Who Gets Plantar Fibroma?

Since plantar fibroma is largely genetic, those with a family history of the condition are most susceptible to it. Statistically, it tends to become problematic later in life and may be aggravated by inflammation from conditions such as diabetes that tend to affect feet. A puncture wound or tear in tissues within the arch of the foot may also cause a mass to form.

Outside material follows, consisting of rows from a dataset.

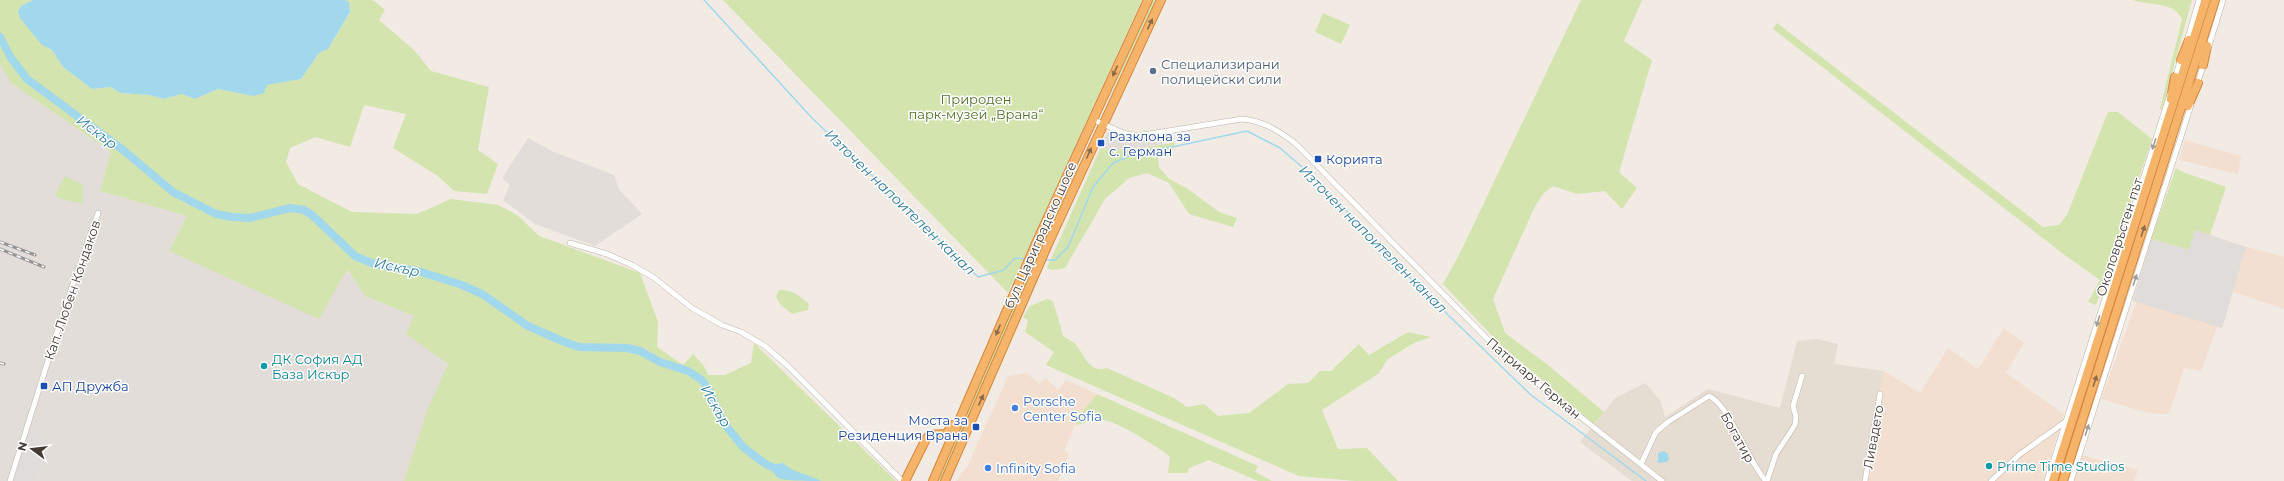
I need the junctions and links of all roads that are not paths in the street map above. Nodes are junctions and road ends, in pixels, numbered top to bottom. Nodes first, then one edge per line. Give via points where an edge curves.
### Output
1 (1148, 0) edge
2 (1161, 0) edge
3 (2223, 0) edge
4 (2203, 2) edge
5 (2215, 2) edge
6 (2181, 60) joint
7 (2203, 65) junction
8 (2175, 77) junction
9 (2198, 83) junction
10 (1092, 120) junction
11 (1102, 124) junction
12 (2162, 142) junction
13 (2168, 151) junction
14 (98, 212) dead end
15 (570, 243) dead end
16 (1802, 376) dead end
17 (1880, 394) dead end
18 (966, 404) junction
19 (2076, 412) junction
20 (2066, 421) junction
21 (2079, 432) junction
22 (2050, 434) junction
23 (939, 435) junction
24 (2061, 438) junction
25 (1641, 464) junction
26 (938, 469) junction
27 (947, 480) edge
28 (10, 481) edge
29 (902, 481) edge
30 (905, 481) edge
31 (933, 481) edge
32 (1662, 481) edge
33 (1766, 481) edge
34 (1865, 481) edge
35 (1991, 481) edge
36 (2047, 481) edge
37 (2053, 481) edge
38 (2063, 481) edge
39 (2070, 481) edge

1 -> 10 highway, бул. Цариградско шосе
11 -> 2 highway, бул. Цариградско шосе
3 - 7 street
4 - 6 highway
4 - 12 highway, Околовръстен път
5 - 7 highway
5 - 13 highway, Околовръстен път
6 - 8 street
7 - 9 street
8 - 12 highway
8 -> 20 street
9 - 13 highway
39 -> 9 street
10 - 11 street, Патриарх Герман
10 -> 18 highway, бул. Цариградско шосе
11 - 25 street, Патриарх Герман via 1137,136 1242,119 1258,122 1278,131 1298,145 1507,359
27 -> 11 highway, бул. Цариградско шосе
12 - 19 highway, Околовръстен път
21 -> 13 highway, Околовръстен път
14 - 28 street, Кап. Любен Кондаков
15 - 29 street via 607,254 642,271 692,308 765,346
16 - 33 street via 1793,406 1795,425 1776,454
17 - 34 street, Ливадето
18 - 23 highway via 950,431
18 - 26 highway, бул. Цариградско шосе
19 - 36 highway
19 - 37 highway, Околовръстен път
20 - 22 street
20 - 24 street
21 - 38 highway, Околовръстен път
21 - 39 highway
22 - 24 street
22 - 35 street via 2020,455
23 - 26 highway via 943,445
23 - 30 highway via 930,435 926,440
24 - 36 street
25 - 32 street, Патриарх Герман
25 - 33 street, Богатир via 1656,432 1709,396 1721,405 1752,463
26 - 31 highway, бул. Цариградско шосе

Diagnosis of Plantar Fibroma

X-rays and other image tests can confirm the presence of a mass along the arch of the foot. While there are other possible reasons for a mass to develop on the bottom of the foot, medical history can usually rule out other potential causes. An MRI usually provides a clearly identification of plantar fibroma. A biopsy isn’t usually necessary.

Plantar Fibroma Treatment

Treatment of plantar fibroma by a podiatrist may include observation of the mass and recommended changes in footwear or use of an off-loading insole to increase comfort and minimize pressure on the affected area of the foot. If these efforts fail to provide relief, surgery may be necessary to remove the fascia. Taking about 1-2 months, recovery involves resting the foot and minimizing pressure on it as it heals.

A podiatrist can determine if there is a serious structural issue with your foot that will need to be corrected surgically. Treatment is often conservative, or non-surgical, in nature and usually includes the use of specially designed footwear or orthotics to provide added support and minimize discomfort. Such treatments may reduce pain to the point where it’s manageable.